Nascent insurance markets in everything

…at least one insurer seems to sense an opportunity where others fear to tread. In what appears to be an unprecedented move, a British insurance company has begun offering a special policy designed for autonomous and partly automated vehicles. In theory, you could use this on your Google driverless car or your Tesla that’s equipped with autopilot.

Unfortunately, it’s only available in Britain. But the policy protects against all of the usual things you would find in your typical car insurance — damage, fire, theft. And it also goes further, covering accidents caused by malfunctions in the car’s driverless systems even if the passenger has failed to use a manual override. It covers any havoc that hackers may wreak on a car’s operating system. It applies to cars even if they haven’t been updated to the latest software. And it even covers mishaps that may occur if your car loses satellite or other crucial connectivity.

From Brian Fund here is the full story.

Vermont newspaper markets in everything

The Hardwick Gazette sent out a press release Wednesday for an essay contest with a newsworthy prize – The Hardwick Gazette.

It’s real, said Ross Connelly, editor and publisher of the Hardwick, Vermont weekly. He hasn’t gotten any entries yet, of course, since the release just went out, but they’re supposed to come in by mail anyway. “Real mail,” he said.

The cost to enter the contest is $175. The guidelines: 400 words “about the entrant’s skills and vision for owning a paid weekly newspaper in the new millennium.”

Here is the full story, via Peter, a loyal MR reader.

Coloring book markets in everything

There are coloring books for every imaginable interest group, including “Game of Thrones” and “Harry Potter” ones, Hillary Clinton and Donald J. Trump versions, and, in a new and surprisingly durable trend, “sweary” coloring books.

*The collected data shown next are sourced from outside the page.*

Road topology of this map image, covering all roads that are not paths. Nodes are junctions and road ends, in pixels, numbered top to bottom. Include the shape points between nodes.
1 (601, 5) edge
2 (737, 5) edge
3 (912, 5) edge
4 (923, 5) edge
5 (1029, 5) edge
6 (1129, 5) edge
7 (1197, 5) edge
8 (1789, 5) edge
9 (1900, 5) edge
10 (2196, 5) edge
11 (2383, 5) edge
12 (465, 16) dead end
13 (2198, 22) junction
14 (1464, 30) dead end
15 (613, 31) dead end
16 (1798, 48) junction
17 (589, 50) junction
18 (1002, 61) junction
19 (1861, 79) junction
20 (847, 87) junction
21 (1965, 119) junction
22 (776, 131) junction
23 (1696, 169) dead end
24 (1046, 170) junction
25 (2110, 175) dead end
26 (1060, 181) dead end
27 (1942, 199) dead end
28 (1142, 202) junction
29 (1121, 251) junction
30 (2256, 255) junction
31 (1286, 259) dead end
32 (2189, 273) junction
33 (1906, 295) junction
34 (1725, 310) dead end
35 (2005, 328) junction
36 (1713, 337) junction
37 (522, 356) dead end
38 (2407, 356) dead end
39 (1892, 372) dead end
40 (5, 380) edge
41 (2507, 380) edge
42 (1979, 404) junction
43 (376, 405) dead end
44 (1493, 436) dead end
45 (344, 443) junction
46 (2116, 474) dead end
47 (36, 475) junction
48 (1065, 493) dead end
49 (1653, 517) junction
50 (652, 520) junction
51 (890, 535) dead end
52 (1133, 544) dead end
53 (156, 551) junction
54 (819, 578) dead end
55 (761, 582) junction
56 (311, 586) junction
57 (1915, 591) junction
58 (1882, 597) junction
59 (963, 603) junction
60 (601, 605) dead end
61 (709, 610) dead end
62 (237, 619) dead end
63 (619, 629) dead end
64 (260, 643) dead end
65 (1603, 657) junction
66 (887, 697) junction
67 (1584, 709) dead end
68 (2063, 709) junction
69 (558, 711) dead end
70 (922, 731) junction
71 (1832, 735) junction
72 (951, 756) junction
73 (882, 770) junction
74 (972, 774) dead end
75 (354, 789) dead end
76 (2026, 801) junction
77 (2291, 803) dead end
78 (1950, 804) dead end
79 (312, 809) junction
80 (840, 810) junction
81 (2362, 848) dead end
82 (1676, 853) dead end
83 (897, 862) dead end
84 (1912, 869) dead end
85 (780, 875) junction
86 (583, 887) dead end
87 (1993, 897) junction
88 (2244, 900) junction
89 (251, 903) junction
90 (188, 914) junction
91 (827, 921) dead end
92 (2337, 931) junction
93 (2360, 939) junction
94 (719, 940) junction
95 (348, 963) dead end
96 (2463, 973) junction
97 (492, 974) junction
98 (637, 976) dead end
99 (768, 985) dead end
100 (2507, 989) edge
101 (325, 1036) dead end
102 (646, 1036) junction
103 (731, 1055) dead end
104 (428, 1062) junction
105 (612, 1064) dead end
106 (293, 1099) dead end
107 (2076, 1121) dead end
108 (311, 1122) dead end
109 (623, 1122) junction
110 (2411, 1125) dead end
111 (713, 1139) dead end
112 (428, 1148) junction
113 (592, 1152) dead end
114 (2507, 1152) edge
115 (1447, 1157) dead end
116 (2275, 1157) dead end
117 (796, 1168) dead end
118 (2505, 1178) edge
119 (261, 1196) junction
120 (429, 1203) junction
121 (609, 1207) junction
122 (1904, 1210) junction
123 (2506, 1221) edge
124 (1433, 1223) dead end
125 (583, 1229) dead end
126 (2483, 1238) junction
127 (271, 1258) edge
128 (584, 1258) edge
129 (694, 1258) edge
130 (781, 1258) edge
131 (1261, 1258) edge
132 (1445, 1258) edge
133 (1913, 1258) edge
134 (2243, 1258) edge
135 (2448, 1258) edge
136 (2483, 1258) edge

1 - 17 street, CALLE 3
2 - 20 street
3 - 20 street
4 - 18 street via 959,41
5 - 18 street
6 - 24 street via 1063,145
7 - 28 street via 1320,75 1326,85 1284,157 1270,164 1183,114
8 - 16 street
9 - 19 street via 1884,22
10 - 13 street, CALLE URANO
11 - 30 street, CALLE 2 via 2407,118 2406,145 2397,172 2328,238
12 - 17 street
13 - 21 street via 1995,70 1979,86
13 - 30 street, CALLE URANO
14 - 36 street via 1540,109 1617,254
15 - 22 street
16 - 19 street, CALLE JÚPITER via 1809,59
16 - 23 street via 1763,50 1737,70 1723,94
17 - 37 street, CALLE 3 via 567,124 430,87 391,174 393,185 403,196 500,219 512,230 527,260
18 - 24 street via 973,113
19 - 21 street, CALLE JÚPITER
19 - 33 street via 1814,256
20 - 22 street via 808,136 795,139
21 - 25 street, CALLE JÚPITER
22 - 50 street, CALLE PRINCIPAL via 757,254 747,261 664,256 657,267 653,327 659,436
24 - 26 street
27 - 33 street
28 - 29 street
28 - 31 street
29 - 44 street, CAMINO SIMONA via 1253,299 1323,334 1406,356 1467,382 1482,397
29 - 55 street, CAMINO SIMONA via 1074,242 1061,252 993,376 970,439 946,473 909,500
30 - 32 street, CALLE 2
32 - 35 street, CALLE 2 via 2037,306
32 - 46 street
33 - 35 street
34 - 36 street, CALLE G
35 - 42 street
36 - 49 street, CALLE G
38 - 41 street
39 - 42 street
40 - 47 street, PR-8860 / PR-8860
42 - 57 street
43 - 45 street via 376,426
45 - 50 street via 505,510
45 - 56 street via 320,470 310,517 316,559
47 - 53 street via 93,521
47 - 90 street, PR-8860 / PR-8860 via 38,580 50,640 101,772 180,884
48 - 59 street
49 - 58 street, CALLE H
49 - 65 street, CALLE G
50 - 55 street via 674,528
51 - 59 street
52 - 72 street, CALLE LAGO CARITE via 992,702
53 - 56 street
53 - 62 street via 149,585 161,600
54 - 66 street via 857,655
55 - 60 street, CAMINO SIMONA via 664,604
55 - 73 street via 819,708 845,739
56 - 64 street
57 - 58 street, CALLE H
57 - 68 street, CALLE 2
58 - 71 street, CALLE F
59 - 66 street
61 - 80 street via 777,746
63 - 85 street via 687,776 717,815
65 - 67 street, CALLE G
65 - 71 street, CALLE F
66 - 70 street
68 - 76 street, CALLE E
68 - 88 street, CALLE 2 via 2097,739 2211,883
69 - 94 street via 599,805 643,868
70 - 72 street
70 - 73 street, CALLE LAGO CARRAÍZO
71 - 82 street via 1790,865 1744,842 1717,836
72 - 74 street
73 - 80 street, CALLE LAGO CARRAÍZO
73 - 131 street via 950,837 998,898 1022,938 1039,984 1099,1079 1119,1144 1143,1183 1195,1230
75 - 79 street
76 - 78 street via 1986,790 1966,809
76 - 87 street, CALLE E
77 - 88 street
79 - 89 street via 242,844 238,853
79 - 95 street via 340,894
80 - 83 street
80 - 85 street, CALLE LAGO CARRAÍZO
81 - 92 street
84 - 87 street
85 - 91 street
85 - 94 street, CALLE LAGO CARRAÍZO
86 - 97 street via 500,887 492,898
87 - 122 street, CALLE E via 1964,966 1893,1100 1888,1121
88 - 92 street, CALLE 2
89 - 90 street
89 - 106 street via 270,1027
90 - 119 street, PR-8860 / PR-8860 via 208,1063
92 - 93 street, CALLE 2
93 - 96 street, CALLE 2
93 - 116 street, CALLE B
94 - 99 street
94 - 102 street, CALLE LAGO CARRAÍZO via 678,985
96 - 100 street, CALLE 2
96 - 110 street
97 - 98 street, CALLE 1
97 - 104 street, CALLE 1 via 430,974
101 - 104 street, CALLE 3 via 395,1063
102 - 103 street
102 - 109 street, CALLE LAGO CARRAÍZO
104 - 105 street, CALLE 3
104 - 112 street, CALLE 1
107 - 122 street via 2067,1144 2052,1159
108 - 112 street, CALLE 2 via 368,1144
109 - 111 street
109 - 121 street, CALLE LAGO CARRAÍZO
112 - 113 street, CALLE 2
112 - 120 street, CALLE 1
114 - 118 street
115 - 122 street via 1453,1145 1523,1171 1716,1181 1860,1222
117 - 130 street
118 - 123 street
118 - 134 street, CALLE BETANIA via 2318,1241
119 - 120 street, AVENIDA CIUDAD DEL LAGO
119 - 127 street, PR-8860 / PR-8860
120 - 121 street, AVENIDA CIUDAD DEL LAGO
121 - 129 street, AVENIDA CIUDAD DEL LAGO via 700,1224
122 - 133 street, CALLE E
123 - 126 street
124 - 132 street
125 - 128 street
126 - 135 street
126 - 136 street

Because how better to demonstrate that your coloring book is not for kids than by incorporating lots of four-letter words?

Here is the Alexandra Alter NYT piece, I have yet to see a good essay on the broader implications or causes of the coloring book trend.

Dominican Republic markets in everything fact of the day

A 2011 Vanderbilt University survey found 22 percent of Dominican voters had been offered money or goods in exchange for their vote, the highest percentage in Latin America and the Caribbean.

After the 1996 election, former U.S. President Jimmy Carter, who led a monitoring delegation in the Dominican Republic, said he was concerned by reports of voter cards for sale; and in 2012, politician-turned-television host Taina Gautreau estimated more than 400,000 votes were bought, in an electorate of roughly 7 million.